(Source data)

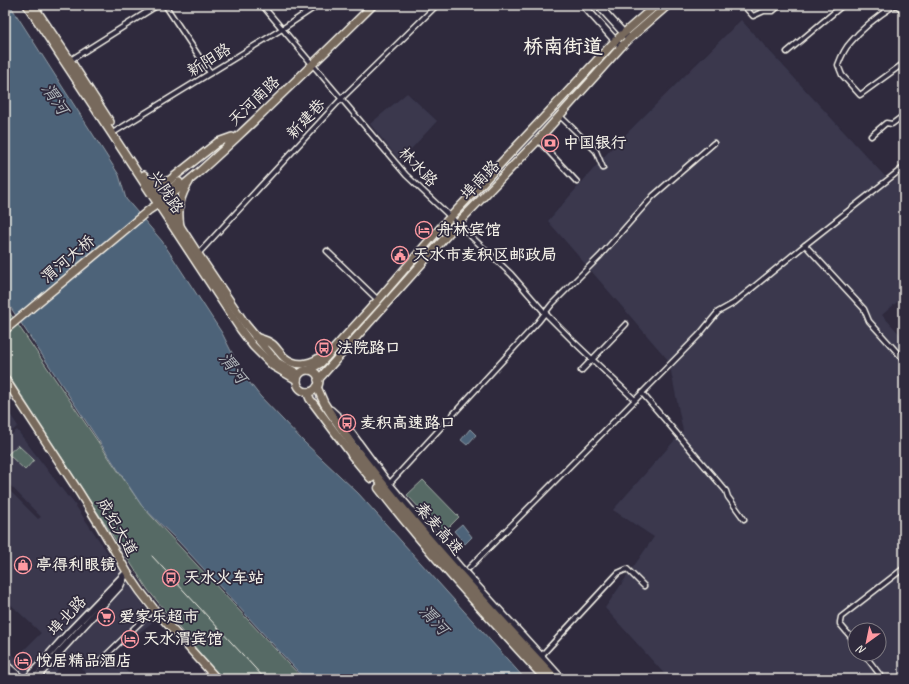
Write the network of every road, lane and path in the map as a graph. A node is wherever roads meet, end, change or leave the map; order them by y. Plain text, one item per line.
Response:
1 (27, 5) edge
2 (33, 5) edge
3 (158, 5) edge
4 (165, 5) edge
5 (262, 5) edge
6 (318, 5) edge
7 (367, 5) edge
8 (372, 5) edge
9 (437, 5) edge
10 (583, 5) edge
11 (598, 5) edge
12 (656, 5) edge
13 (668, 5) edge
14 (743, 5) edge
15 (766, 5) edge
16 (780, 5) edge
17 (843, 5) edge
18 (894, 6) edge
19 (764, 10) junction
20 (904, 11) edge
21 (282, 29) junction
22 (624, 33) junction
23 (629, 39) junction
24 (615, 41) junction
25 (620, 48) junction
26 (787, 52) dead end
27 (68, 62) junction
28 (312, 63) junction
29 (904, 63) edge
30 (210, 73) junction
31 (341, 99) junction
32 (904, 115) edge
33 (560, 116) junction
34 (113, 133) junction
35 (871, 136) dead end
36 (232, 137) junction
37 (538, 140) junction
38 (714, 143) dead end
39 (904, 166) edge
40 (603, 168) dead end
41 (192, 177) junction
42 (146, 178) junction
43 (577, 182) dead end
44 (159, 201) junction
45 (147, 208) junction
46 (451, 217) junction
47 (458, 223) junction
48 (180, 226) junction
49 (805, 245) junction
50 (327, 251) dead end
51 (198, 254) junction
52 (378, 300) junction
53 (545, 313) junction
54 (5, 324) edge
55 (626, 324) dead end
56 (5, 330) edge
57 (346, 335) junction
58 (255, 336) junction
59 (326, 357) junction
60 (592, 360) junction
61 (904, 360) edge
62 (333, 363) junction
63 (309, 370) junction
64 (581, 371) dead end
65 (298, 377) junction
66 (5, 378) edge
67 (318, 383) junction
68 (13, 390) junction
69 (307, 392) junction
70 (5, 393) edge
71 (642, 393) junction
72 (635, 400) junction
73 (324, 403) junction
74 (355, 454) junction
75 (389, 484) junction
76 (744, 519) dead end
77 (469, 568) dead end
78 (904, 568) edge
79 (127, 572) junction
80 (644, 586) dead end
81 (154, 609) junction
82 (847, 632) edge
83 (541, 656) junction
84 (100, 661) dead end
85 (870, 662) edge
86 (5, 664) edge
87 (5, 670) edge
88 (15, 679) edge
89 (22, 679) edge
90 (27, 679) edge
91 (35, 679) edge
92 (217, 679) edge
93 (546, 679) edge
94 (555, 679) edge
95 (562, 679) edge
96 (883, 679) edge

1 - 27 main road, 兴陇路
2 - 27 main road, 兴陇路
3 - 27 street
4 - 30 street
5 - 21 street, 林水路
6 - 21 street, 新阳路
7 - 28 main road, 天河南路
8 - 28 main road, 天河南路
9 - 31 street, 新建巷
10 - 24 main road
11 - 22 main road
12 - 22 main road, 埠南路
13 - 23 main road, 埠南路
14 - 19 street
15 - 19 street
16 - 19 street
17 - 26 street
18 - 20 street
18 - 29 street
21 - 28 street, 林水路
21 - 30 street, 新阳路
22 - 23 main road
22 - 24 main road, 埠南路
23 - 25 main road, 埠南路
24 - 25 main road
24 - 46 main road, 埠南路
25 - 33 main road, 埠南路
27 - 34 main road, 兴陇路
28 - 31 street, 林水路
28 - 36 main road, 天河南路
28 - 41 main road, 天河南路
30 - 34 street, 新阳路
31 - 46 street, 林水路
31 - 51 street, 新建巷
32 - 35 street
33 - 37 main road, 埠南路
33 - 40 street
34 - 42 main road, 兴陇路
34 - 44 main road, 兴陇路
36 - 42 main road
36 - 44 main road, 天河南路
37 - 43 street
37 - 47 main road, 埠南路
38 - 53 street
39 - 49 street
41 - 44 main road, 天河南路
41 - 48 main road
42 - 44 main road, 兴陇路
44 - 45 main road, 天河南路
44 - 48 main road, 兴陇路
44 - 65 main road, 兴陇路
45 - 54 main road, 渭河大桥
45 - 56 main road, 渭河大桥
46 - 47 street, 林水路
46 - 52 main road, 埠南路
47 - 53 street, 林水路
47 - 62 main road, 埠南路
48 - 51 main road, 兴陇路
49 - 61 street
49 - 71 street
50 - 52 street
51 - 58 main road, 兴陇路
52 - 57 main road, 埠南路
53 - 60 street, 林水路
53 - 75 street
55 - 60 street
57 - 58 main road
57 - 59 main road, 埠南路
58 - 65 main road, 兴陇路
59 - 62 main road
59 - 63 main road, 埠南路
60 - 64 street
60 - 72 street, 林水路
62 - 67 main road, 埠南路
63 - 65 main road
63 - 67 main road
65 - 69 main road
66 - 68 main road, 成纪大道
67 - 69 main road
67 - 73 main road, 秦麦高速
68 - 70 main road
68 - 79 main road, 成纪大道
69 - 74 main road, 秦麦高速
71 - 72 street
71 - 76 street
72 - 77 street
73 - 74 main road, 秦麦高速
73 - 75 main road
74 - 93 highway, 秦麦高速
74 - 94 highway, 秦麦高速
75 - 83 main road
78 - 82 street
79 - 81 main road, 成纪大道
79 - 90 main road, 埠北路
79 - 91 main road
80 - 83 street
81 - 84 street
81 - 92 main road, 成纪大道
83 - 95 main road
85 - 96 street
86 - 89 main road
87 - 88 main road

(End Source data)

Work required: Please set down the whole listing exactly, apart from the pictures.

Answer to this task:
Write the network of every road, lane and path in the map as a graph. A node is wherever roads meet, end, change or leave the map; order them by y. Plain text, one item per line.
Response:
1 (27, 5) edge
2 (33, 5) edge
3 (158, 5) edge
4 (165, 5) edge
5 (262, 5) edge
6 (318, 5) edge
7 (367, 5) edge
8 (372, 5) edge
9 (437, 5) edge
10 (583, 5) edge
11 (598, 5) edge
12 (656, 5) edge
13 (668, 5) edge
14 (743, 5) edge
15 (766, 5) edge
16 (780, 5) edge
17 (843, 5) edge
18 (894, 6) edge
19 (764, 10) junction
20 (904, 11) edge
21 (282, 29) junction
22 (624, 33) junction
23 (629, 39) junction
24 (615, 41) junction
25 (620, 48) junction
26 (787, 52) dead end
27 (68, 62) junction
28 (312, 63) junction
29 (904, 63) edge
30 (210, 73) junction
31 (341, 99) junction
32 (904, 115) edge
33 (560, 116) junction
34 (113, 133) junction
35 (871, 136) dead end
36 (232, 137) junction
37 (538, 140) junction
38 (714, 143) dead end
39 (904, 166) edge
40 (603, 168) dead end
41 (192, 177) junction
42 (146, 178) junction
43 (577, 182) dead end
44 (159, 201) junction
45 (147, 208) junction
46 (451, 217) junction
47 (458, 223) junction
48 (180, 226) junction
49 (805, 245) junction
50 (327, 251) dead end
51 (198, 254) junction
52 (378, 300) junction
53 (545, 313) junction
54 (5, 324) edge
55 (626, 324) dead end
56 (5, 330) edge
57 (346, 335) junction
58 (255, 336) junction
59 (326, 357) junction
60 (592, 360) junction
61 (904, 360) edge
62 (333, 363) junction
63 (309, 370) junction
64 (581, 371) dead end
65 (298, 377) junction
66 (5, 378) edge
67 (318, 383) junction
68 (13, 390) junction
69 (307, 392) junction
70 (5, 393) edge
71 (642, 393) junction
72 (635, 400) junction
73 (324, 403) junction
74 (355, 454) junction
75 (389, 484) junction
76 (744, 519) dead end
77 (469, 568) dead end
78 (904, 568) edge
79 (127, 572) junction
80 (644, 586) dead end
81 (154, 609) junction
82 (847, 632) edge
83 (541, 656) junction
84 (100, 661) dead end
85 (870, 662) edge
86 (5, 664) edge
87 (5, 670) edge
88 (15, 679) edge
89 (22, 679) edge
90 (27, 679) edge
91 (35, 679) edge
92 (217, 679) edge
93 (546, 679) edge
94 (555, 679) edge
95 (562, 679) edge
96 (883, 679) edge

1 - 27 main road, 兴陇路
2 - 27 main road, 兴陇路
3 - 27 street
4 - 30 street
5 - 21 street, 林水路
6 - 21 street, 新阳路
7 - 28 main road, 天河南路
8 - 28 main road, 天河南路
9 - 31 street, 新建巷
10 - 24 main road
11 - 22 main road
12 - 22 main road, 埠南路
13 - 23 main road, 埠南路
14 - 19 street
15 - 19 street
16 - 19 street
17 - 26 street
18 - 20 street
18 - 29 street
21 - 28 street, 林水路
21 - 30 street, 新阳路
22 - 23 main road
22 - 24 main road, 埠南路
23 - 25 main road, 埠南路
24 - 25 main road
24 - 46 main road, 埠南路
25 - 33 main road, 埠南路
27 - 34 main road, 兴陇路
28 - 31 street, 林水路
28 - 36 main road, 天河南路
28 - 41 main road, 天河南路
30 - 34 street, 新阳路
31 - 46 street, 林水路
31 - 51 street, 新建巷
32 - 35 street
33 - 37 main road, 埠南路
33 - 40 street
34 - 42 main road, 兴陇路
34 - 44 main road, 兴陇路
36 - 42 main road
36 - 44 main road, 天河南路
37 - 43 street
37 - 47 main road, 埠南路
38 - 53 street
39 - 49 street
41 - 44 main road, 天河南路
41 - 48 main road
42 - 44 main road, 兴陇路
44 - 45 main road, 天河南路
44 - 48 main road, 兴陇路
44 - 65 main road, 兴陇路
45 - 54 main road, 渭河大桥
45 - 56 main road, 渭河大桥
46 - 47 street, 林水路
46 - 52 main road, 埠南路
47 - 53 street, 林水路
47 - 62 main road, 埠南路
48 - 51 main road, 兴陇路
49 - 61 street
49 - 71 street
50 - 52 street
51 - 58 main road, 兴陇路
52 - 57 main road, 埠南路
53 - 60 street, 林水路
53 - 75 street
55 - 60 street
57 - 58 main road
57 - 59 main road, 埠南路
58 - 65 main road, 兴陇路
59 - 62 main road
59 - 63 main road, 埠南路
60 - 64 street
60 - 72 street, 林水路
62 - 67 main road, 埠南路
63 - 65 main road
63 - 67 main road
65 - 69 main road
66 - 68 main road, 成纪大道
67 - 69 main road
67 - 73 main road, 秦麦高速
68 - 70 main road
68 - 79 main road, 成纪大道
69 - 74 main road, 秦麦高速
71 - 72 street
71 - 76 street
72 - 77 street
73 - 74 main road, 秦麦高速
73 - 75 main road
74 - 93 highway, 秦麦高速
74 - 94 highway, 秦麦高速
75 - 83 main road
78 - 82 street
79 - 81 main road, 成纪大道
79 - 90 main road, 埠北路
79 - 91 main road
80 - 83 street
81 - 84 street
81 - 92 main road, 成纪大道
83 - 95 main road
85 - 96 street
86 - 89 main road
87 - 88 main road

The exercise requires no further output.